The registry, which will be part of version 4 of Sun’s Java Enterprise
System platform suite, due sometime after the JavaOne conference in late June,
is designed to provide centralized access to discovery, use and reuse of Web
services, the company says. It supports both the UDDI v3 and ebXML Registry
3.0 Web services standards, and enables customers to “publish, manage,
govern, discover and reuse services within a broad range of applications,”
the company says.
Sun is a bit behind the competition with this release. Microsoft already includes
a basic UDDI registry in its Windows Server 2003. Both IBM and SAP offer UDDI
Business Registries. Oracle has its Application Server UDDI Registry. And several
smaller vendors offer similar products. Infravio’s X-registry, for example,
is designed to provide a single point of access for information about all Web
Services in an enterprise. The Systinet Registry, which also supports UDDI v3,
is designed to capture detailed SOA service description and usage information
into a centrally managed, searchable business services registry. And the Apache
foundation has an open-source implementation of the UDDI called jUDDI.
But it’s better late than never, says Gartner analyst Yefim Natis. “A
meta-data repository is a key enabling technology for SOA,” Natis says.
“It is safe to say that no long-term enterprise SOA initiative can succeed
without an integrated and searchable repository/registry.”
Sun cites several key features of the new registry, including “the ability
to uniquely define information models and relationships among metadata and help
to ensure conformance of published services and content for more flexible customer
environments.” The product is also designed to allow customers to manage
aspects of Web services to reflect their IT policies and to use event-based
delivery of information to support specific processes.

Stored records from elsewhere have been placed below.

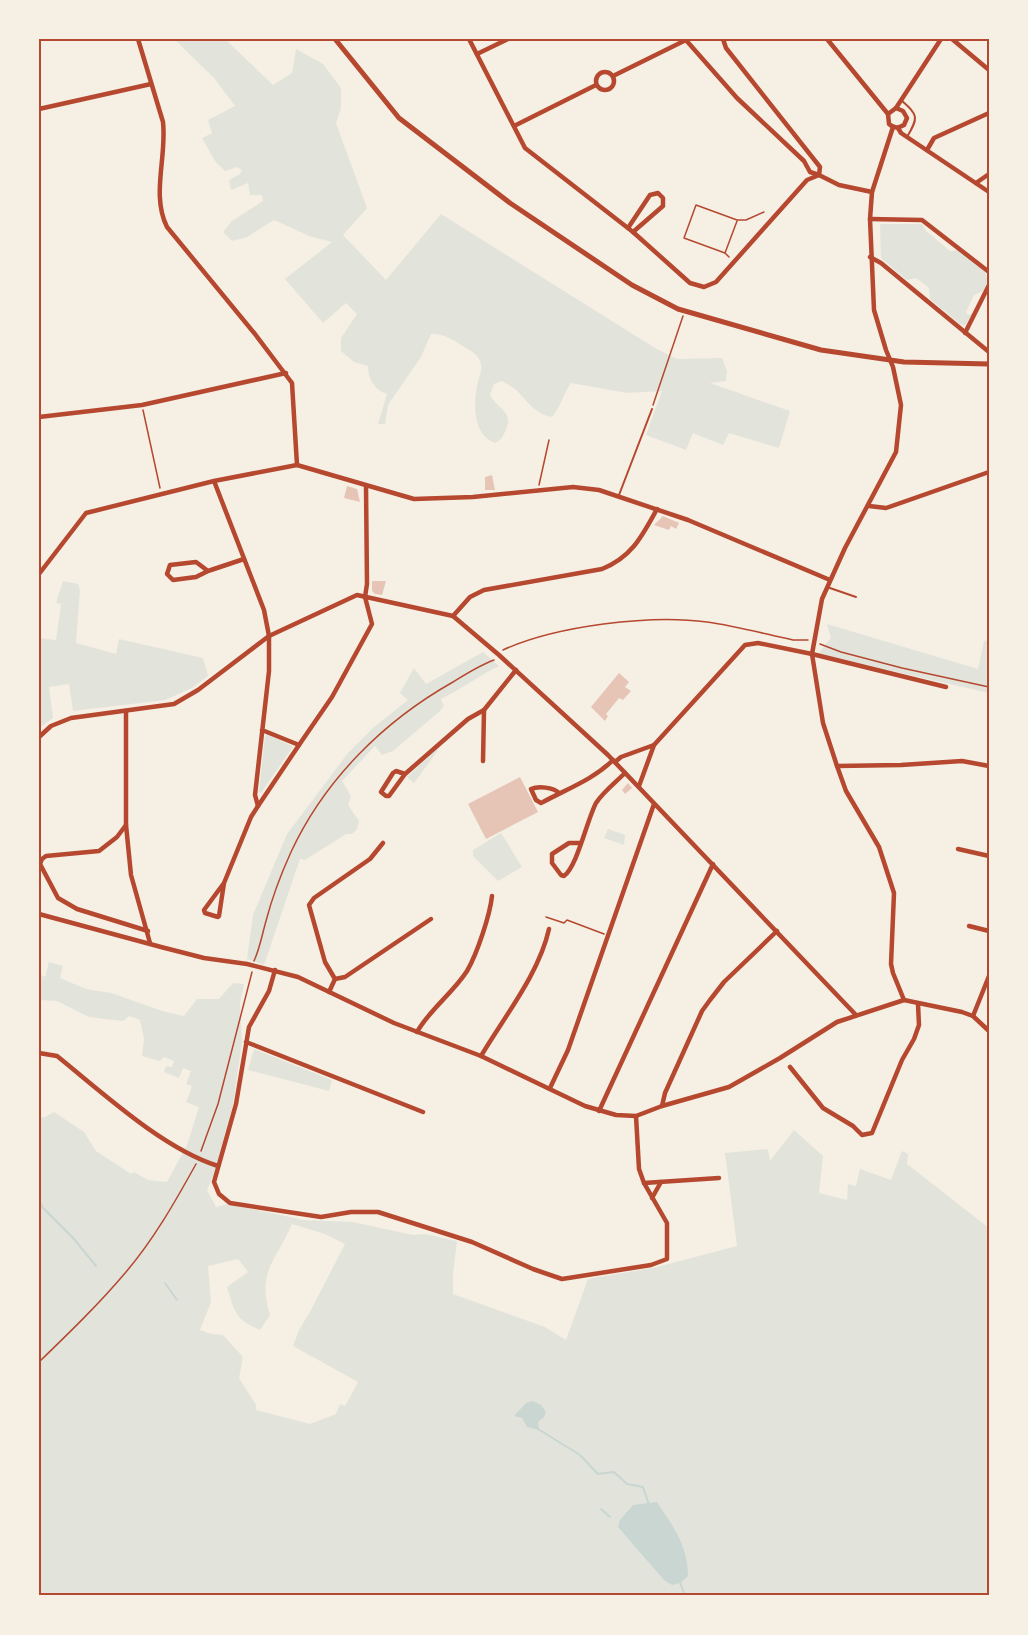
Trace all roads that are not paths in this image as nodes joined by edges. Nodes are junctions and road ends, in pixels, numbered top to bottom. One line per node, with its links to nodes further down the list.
1 (138, 39): 13 (street)
2 (335, 39): 36 (street)
3 (469, 39): 10 (street)
4 (508, 39): 10 (street)
5 (686, 39): 12 (street); 25 (street)
6 (723, 39): 25 (street)
7 (827, 39): 19 (street)
8 (941, 39): 15 (street)
9 (952, 39): 11 (street)
10 (477, 54): 20 (street)
11 (989, 70)
12 (613, 76): 14 (street); 14 (street)
13 (151, 84): 17 (street); 38 (street)
14 (596, 85): 20 (street)
15 (901, 99): 16 (street); 22 (lane)
16 (896, 108): 19 (street); 21 (street)
17 (39, 109)
18 (989, 112): 23 (street)
19 (888, 114): 21 (street)
20 (514, 126): 30 (street)
21 (895, 128): 22 (street); 27 (street)
22 (907, 137): 23 (street)
23 (927, 150): 26 (street)
24 (989, 174): 26 (street)
25 (819, 175): 27 (street); 30 (street)
26 (976, 183): 28 (street)
27 (872, 192): 29 (street)
28 (989, 192)
29 (870, 219): 31 (street); 32 (street)
30 (630, 230): 30 (street)
31 (870, 257): 34 (street); 36 (street)
32 (989, 272)
33 (989, 285): 34 (street)
34 (965, 333): 35 (street)
35 (989, 352)
36 (891, 361): 37 (street); 46 (street)
37 (989, 364)
38 (285, 373): 40 (street); 41 (street)
39 (652, 409): 45 (lane)
40 (39, 417)
41 (297, 465): 43 (street); 44 (street)
42 (989, 472): 46 (street)
43 (214, 481): 48 (street); 50 (street)
44 (366, 486): 45 (street); 53 (street)
45 (619, 495): 47 (street)
46 (869, 506): 51 (street)
47 (657, 509): 51 (street); 55 (street)
48 (243, 559): 49 (street); 56 (street)
49 (208, 571): 49 (street)
50 (39, 574)
51 (830, 580): 52 (street)
52 (827, 587): 54 (lane); 57 (street)
53 (365, 597): 55 (street); 56 (street); 64 (street)
54 (856, 597)
55 (453, 616): 58 (street)
56 (269, 636): 61 (street); 62 (street)
57 (812, 654): 59 (street); 65 (street); 68 (street)
58 (516, 670): 60 (street); 67 (street)
59 (946, 687)
60 (484, 710): 66 (street); 71 (street)
61 (126, 711): 63 (street); 76 (street)
62 (262, 730): 64 (street); 75 (street)
63 (39, 737)
64 (299, 745): 75 (street)
65 (654, 745): 67 (street); 72 (street)
66 (483, 761)
67 (614, 761): 70 (street); 73 (street)
68 (837, 766): 69 (street); 96 (street)
69 (989, 766)
70 (625, 773): 72 (street); 78 (street)
71 (405, 774): 71 (street)
72 (639, 786): 74 (street)
73 (559, 793): 73 (street)
74 (654, 804): 81 (street); 106 (street)
75 (258, 806): 82 (street)
76 (126, 825): 89 (street); 89 (street)
77 (383, 843): 94 (street)
78 (581, 843): 78 (street)
79 (958, 849): 80 (street)
80 (989, 856)
81 (713, 864): 90 (street); 108 (street)
82 (224, 883): 82 (street)
83 (492, 896): 101 (street)
84 (39, 914): 91 (street)
85 (431, 919): 94 (street)
86 (969, 926): 88 (street)
87 (549, 929): 104 (street)
88 (989, 931)
89 (148, 932): 91 (street)
90 (777, 932): 98 (street); 107 (street)
91 (150, 943): 92 (street)
92 (275, 970): 95 (street); 102 (street)
93 (989, 976): 99 (street)
94 (335, 979): 95 (street)
95 (329, 992): 101 (street)
96 (904, 1000): 97 (street); 98 (street)
97 (918, 1004): 99 (street); 105 (street)
98 (856, 1015): 107 (street)
99 (973, 1016): 100 (street)
100 (989, 1031)
101 (417, 1032): 104 (street)
102 (246, 1042): 109 (street); 111 (street)
103 (39, 1053): 111 (street)
104 (481, 1056): 106 (street)
105 (790, 1067)
106 (550, 1088): 108 (street)
107 (662, 1106): 110 (street)
108 (599, 1111): 110 (street)
109 (423, 1112)
110 (636, 1116): 114 (street)
111 (216, 1165): 115 (street)
112 (718, 1178): 113 (street)
113 (661, 1182): 114 (street); 115 (street)
114 (644, 1183): 115 (street)
115 (652, 1198)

Sun plans to integrate several JES components with the new registry product,
including Access Manager for user authentication, Application Server deployer/administrator
for managing service lifecycles, Java Studio Enterprise service developer for
develop-deploy-test cycles, and a Portal Server for managing WS-Remote Portlet
and producer descriptions.
Sun reportedly will demo the new Service Registry at JavaOne. The product is
expected to ship as part of the JES R4 release in the fall. The early access
version, included in the 1.6 version of the Java Web Services Developer Pack,
will be generally available later this month, Sun says.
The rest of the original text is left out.